# PROMPT:
The records that follow are to be transcribed in full, without their images.
╭─ GIVEN RECORDS
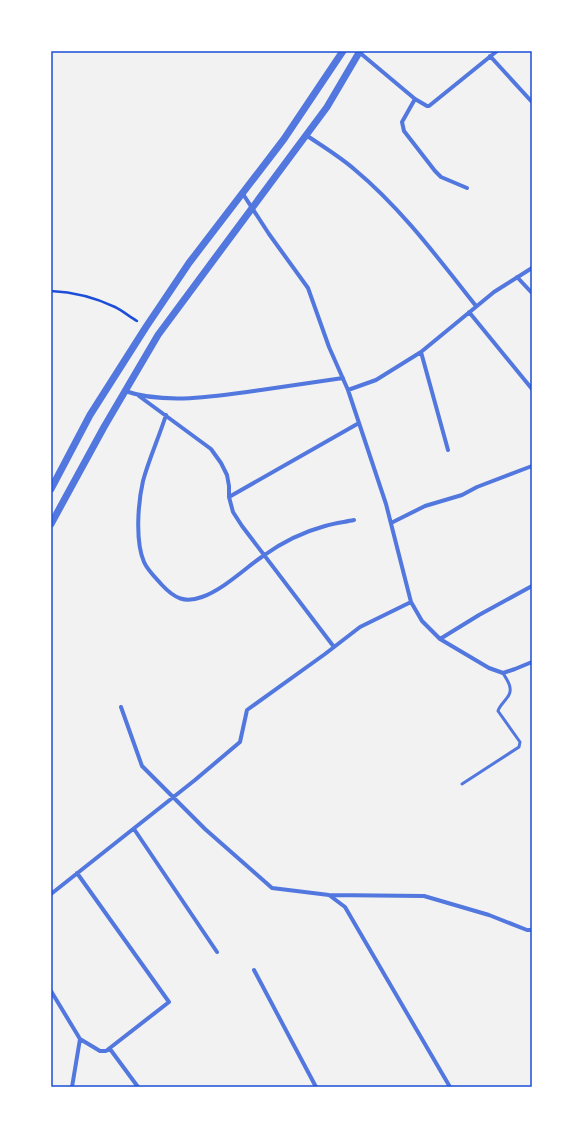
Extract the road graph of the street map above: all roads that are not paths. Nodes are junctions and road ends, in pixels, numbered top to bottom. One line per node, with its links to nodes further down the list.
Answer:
1 (343, 51): 9 (street)
2 (360, 51): 5 (street); 7 (street)
3 (497, 51): 4 (street)
4 (490, 56): 5 (street); 6 (street)
5 (415, 99): 8 (street)
6 (532, 102)
7 (306, 134): 10 (street); 14 (street)
8 (467, 188)
9 (243, 194): 10 (street); 26 (street)
10 (252, 209): 17 (street); 20 (street)
11 (532, 268): 12 (street)
12 (517, 277): 13 (street); 14 (street)
13 (532, 293)
14 (476, 306): 15 (street)
15 (469, 312): 16 (street); 18 (street)
16 (421, 352): 19 (street); 24 (street)
17 (343, 378): 19 (street); 21 (street)
18 (532, 389)
19 (348, 390): 23 (street)
20 (125, 391): 21 (street); 30 (street)
21 (139, 396): 22 (street)
22 (166, 415): 27 (street); 31 (street)
23 (359, 422): 27 (street); 29 (street)
24 (448, 450)
25 (532, 466): 29 (street)
26 (51, 489)
27 (229, 497): 31 (street)
28 (354, 520): 31 (street)
29 (391, 523): 33 (street)
30 (51, 524)
31 (264, 556): 35 (street)
32 (532, 586): 34 (street)
33 (411, 602): 34 (street); 35 (street)
34 (440, 639): 37 (street)
35 (334, 647): 40 (street)
36 (532, 662): 37 (street)
37 (503, 673): 39 (lane)
38 (121, 707): 40 (street)
39 (462, 784)
40 (173, 797): 41 (street); 44 (street)
41 (134, 828): 42 (street); 46 (street)
42 (77, 873): 43 (street); 50 (street)
43 (51, 894)
44 (329, 895): 45 (street); 54 (street)
45 (532, 930)
46 (217, 952)
47 (254, 970): 53 (street)
48 (51, 991): 49 (street)
49 (80, 1039): 50 (street); 51 (street)
50 (110, 1049): 52 (street)
51 (72, 1087)
52 (138, 1087)
53 (316, 1087)
54 (450, 1087)

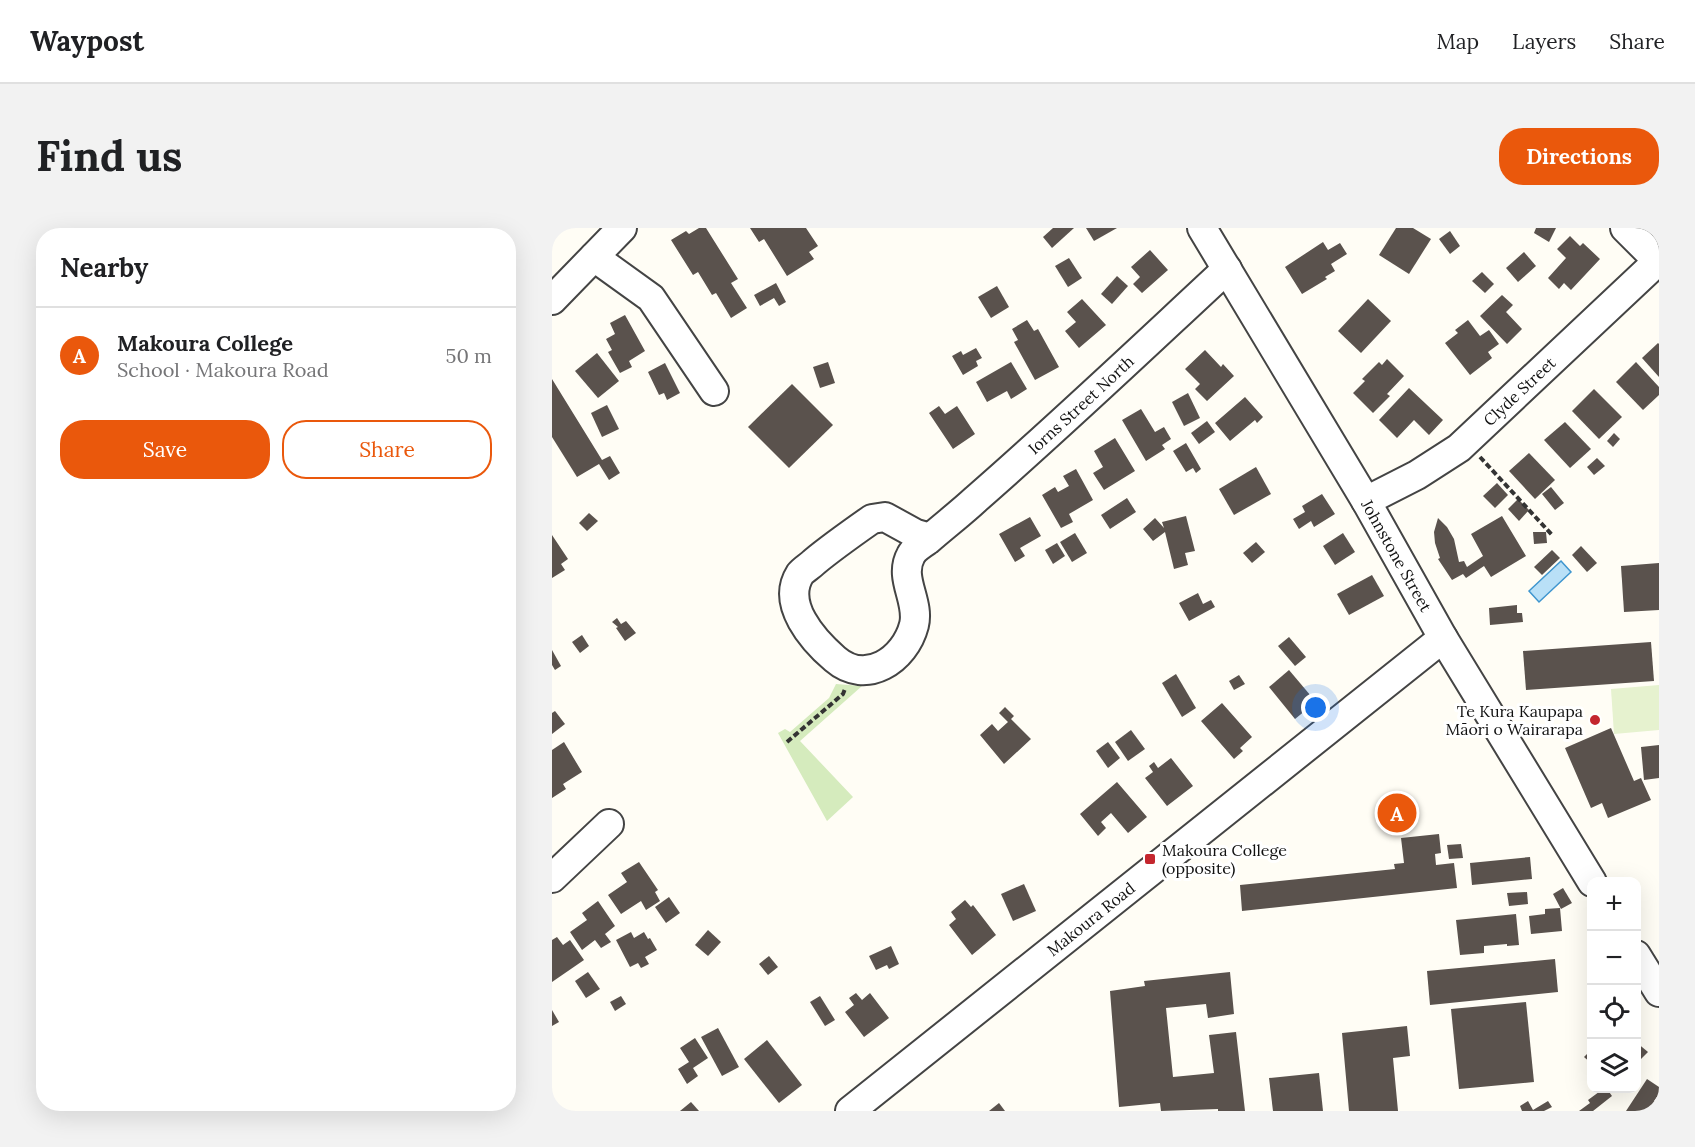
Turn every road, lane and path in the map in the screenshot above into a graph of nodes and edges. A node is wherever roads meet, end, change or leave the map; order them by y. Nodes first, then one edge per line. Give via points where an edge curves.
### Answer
1 (622, 228) edge
2 (1202, 228) edge
3 (1625, 228) edge
4 (594, 257) junction
5 (1658, 260) edge
6 (1227, 269) junction
7 (552, 300) edge
8 (714, 391) dead end
9 (1466, 441) junction
10 (1366, 501) junction
11 (1553, 536) dead end
12 (930, 538) junction
13 (1443, 638) junction
14 (855, 670) junction
15 (787, 742) dead end
16 (609, 824) dead end
17 (1589, 877) edge
18 (552, 878) edge
19 (1641, 963) edge
20 (1659, 992) edge
21 (850, 1111) edge

1 - 4 street
2 - 6 street, Johnstone Street
3 - 5 street
4 - 7 street
4 - 8 street via 651,298
5 - 9 street, Clyde Street
6 - 10 street, Johnstone Street
6 - 12 street, Iorns Street North
9 - 10 street, Clyde Street via 1417,475
9 - 11 path
10 - 13 street, Johnstone Street
12 - 14 street, Iorns Street North via 912,553 906,568 915,608 915,624 908,643 885,665
12 - 14 street via 885,517 872,519 801,573 794,591 804,624 827,652 843,666
13 - 17 street, Johnstone Street
13 - 21 street, Makoura Road
14 - 15 path via 843,694
16 - 18 street
19 - 20 street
╰─
# WRITTEN ANSWER:
Extract the road graph of the street map above: all roads that are not paths. Nodes are junctions and road ends, in pixels, numbered top to bottom. One line per node, with its links to nodes further down the list.
Answer:
1 (343, 51): 9 (street)
2 (360, 51): 5 (street); 7 (street)
3 (497, 51): 4 (street)
4 (490, 56): 5 (street); 6 (street)
5 (415, 99): 8 (street)
6 (532, 102)
7 (306, 134): 10 (street); 14 (street)
8 (467, 188)
9 (243, 194): 10 (street); 26 (street)
10 (252, 209): 17 (street); 20 (street)
11 (532, 268): 12 (street)
12 (517, 277): 13 (street); 14 (street)
13 (532, 293)
14 (476, 306): 15 (street)
15 (469, 312): 16 (street); 18 (street)
16 (421, 352): 19 (street); 24 (street)
17 (343, 378): 19 (street); 21 (street)
18 (532, 389)
19 (348, 390): 23 (street)
20 (125, 391): 21 (street); 30 (street)
21 (139, 396): 22 (street)
22 (166, 415): 27 (street); 31 (street)
23 (359, 422): 27 (street); 29 (street)
24 (448, 450)
25 (532, 466): 29 (street)
26 (51, 489)
27 (229, 497): 31 (street)
28 (354, 520): 31 (street)
29 (391, 523): 33 (street)
30 (51, 524)
31 (264, 556): 35 (street)
32 (532, 586): 34 (street)
33 (411, 602): 34 (street); 35 (street)
34 (440, 639): 37 (street)
35 (334, 647): 40 (street)
36 (532, 662): 37 (street)
37 (503, 673): 39 (lane)
38 (121, 707): 40 (street)
39 (462, 784)
40 (173, 797): 41 (street); 44 (street)
41 (134, 828): 42 (street); 46 (street)
42 (77, 873): 43 (street); 50 (street)
43 (51, 894)
44 (329, 895): 45 (street); 54 (street)
45 (532, 930)
46 (217, 952)
47 (254, 970): 53 (street)
48 (51, 991): 49 (street)
49 (80, 1039): 50 (street); 51 (street)
50 (110, 1049): 52 (street)
51 (72, 1087)
52 (138, 1087)
53 (316, 1087)
54 (450, 1087)

Turn every road, lane and path in the map in the screenshot above into a graph of nodes and edges. A node is wherever roads meet, end, change or leave the map; order them by y. Nodes first, then one edge per line. Give via points where an edge curves.
### Answer
1 (622, 228) edge
2 (1202, 228) edge
3 (1625, 228) edge
4 (594, 257) junction
5 (1658, 260) edge
6 (1227, 269) junction
7 (552, 300) edge
8 (714, 391) dead end
9 (1466, 441) junction
10 (1366, 501) junction
11 (1553, 536) dead end
12 (930, 538) junction
13 (1443, 638) junction
14 (855, 670) junction
15 (787, 742) dead end
16 (609, 824) dead end
17 (1589, 877) edge
18 (552, 878) edge
19 (1641, 963) edge
20 (1659, 992) edge
21 (850, 1111) edge

1 - 4 street
2 - 6 street, Johnstone Street
3 - 5 street
4 - 7 street
4 - 8 street via 651,298
5 - 9 street, Clyde Street
6 - 10 street, Johnstone Street
6 - 12 street, Iorns Street North
9 - 10 street, Clyde Street via 1417,475
9 - 11 path
10 - 13 street, Johnstone Street
12 - 14 street, Iorns Street North via 912,553 906,568 915,608 915,624 908,643 885,665
12 - 14 street via 885,517 872,519 801,573 794,591 804,624 827,652 843,666
13 - 17 street, Johnstone Street
13 - 21 street, Makoura Road
14 - 15 path via 843,694
16 - 18 street
19 - 20 street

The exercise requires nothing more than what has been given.